Rohin Shah comments on Explaining grokking through circuit efficiency

Rohin Shah 18 Sep 2023 15:18 UTC
LW: 4 AF: 3
0
AF
Unless by “shrugs” you mean the details of what the partial hypothesis says in this particular case are still being worked out.
Yes, that’s what I mean.
I do agree that it’s useful to know whether a partial hypothesis says anything or not; overall I think this is good info to know / ask for. I think I came off as disagreeing more strongly than I actually did, sorry about that.
Do you have any plans to do this?
No, we’re moving on to other work: this took longer than we expected, and was less useful for alignment than we hoped (though that part wasn’t that unexpected, from the start we expected “science of deep learning” to be more hits-based, or to require significant progress before it actually became useful for practical proposals).
How much time do you think it would take?
Actually running the experiments should be pretty straightforward, I’d expect we could do them in a week given our codebase, possibly even a day. Others might take some time to set up a good codebase but I’d still be surprised if it took a strong engineer longer than two weeks to get some initial results. This gets you observations like “under the particular settings we chose, D_crit tends to increase / decrease as the number of layers increases”.
The hard part is then interpreting those results and turning them into something more generalizable—including handling confounds. For example, maybe for some reason the principled thing to do is to reduce the learning rate as you increase layers, and once you do that your observation reverses—this is a totally made up example but illustrates the kind of annoying things that come up when doing this sort of research, that prevent you from saying anything general. I don’t know how long it would take if you want to include that; it could be quite a while (e.g. months or years).
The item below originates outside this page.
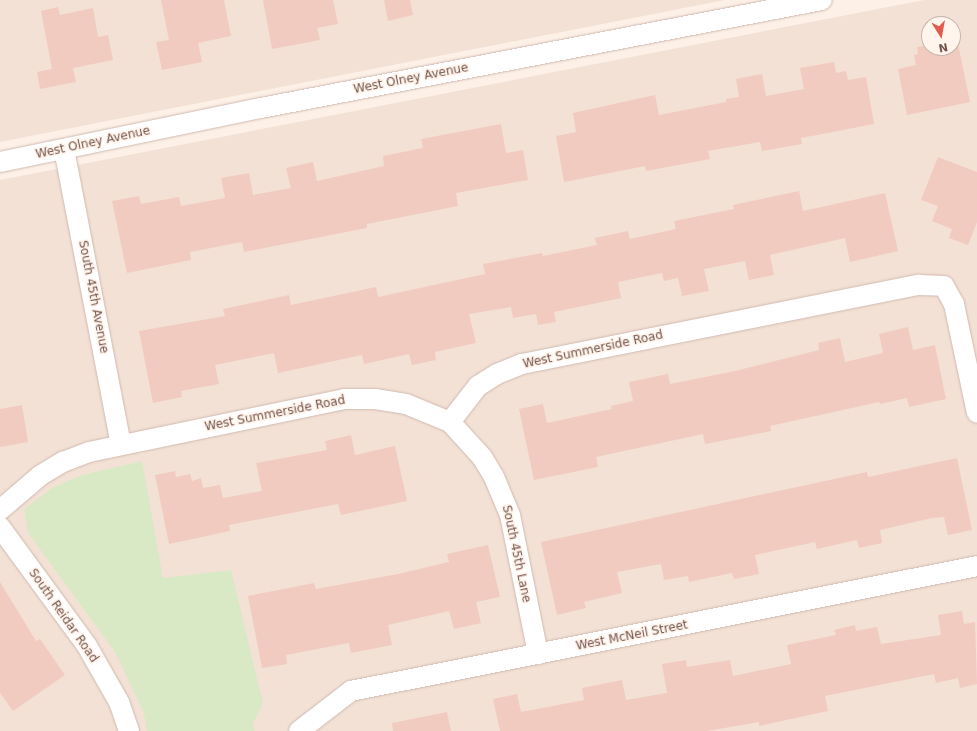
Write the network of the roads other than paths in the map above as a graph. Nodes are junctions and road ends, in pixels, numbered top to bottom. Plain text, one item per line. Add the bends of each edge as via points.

And do you have any predictions for what should happen in these cases?
Not really. I’ve learned from experience not to try to make quantitative predictions yet. We tried to make some theory-inspired quantitative predictions in the settings we studied, and they fell pretty flat.
For example, in our minimal model in Section 3 we have a hyperparameter $κ$ that determines how param norm and logits scale together—initially, that was our guess of what would happen in practice (i.e. we expected circuit param norm <> circuit logits to obey a power law relationship in actual grokking settings). But basically every piece of evidence we got seemed to falsify that hypothesis (e.g. Figure 3 in the paper).
(I say “seemed to falsify” because it’s still possible that we’re just failing to deal with confounders in some way, or measuring something that isn’t exactly what we want to measure. For example, Figure 3 logits are not of the Mem circuit in actual grokking setups, but rather the logits produced by networks trained on random labels—maybe there’s a relevant difference between these.)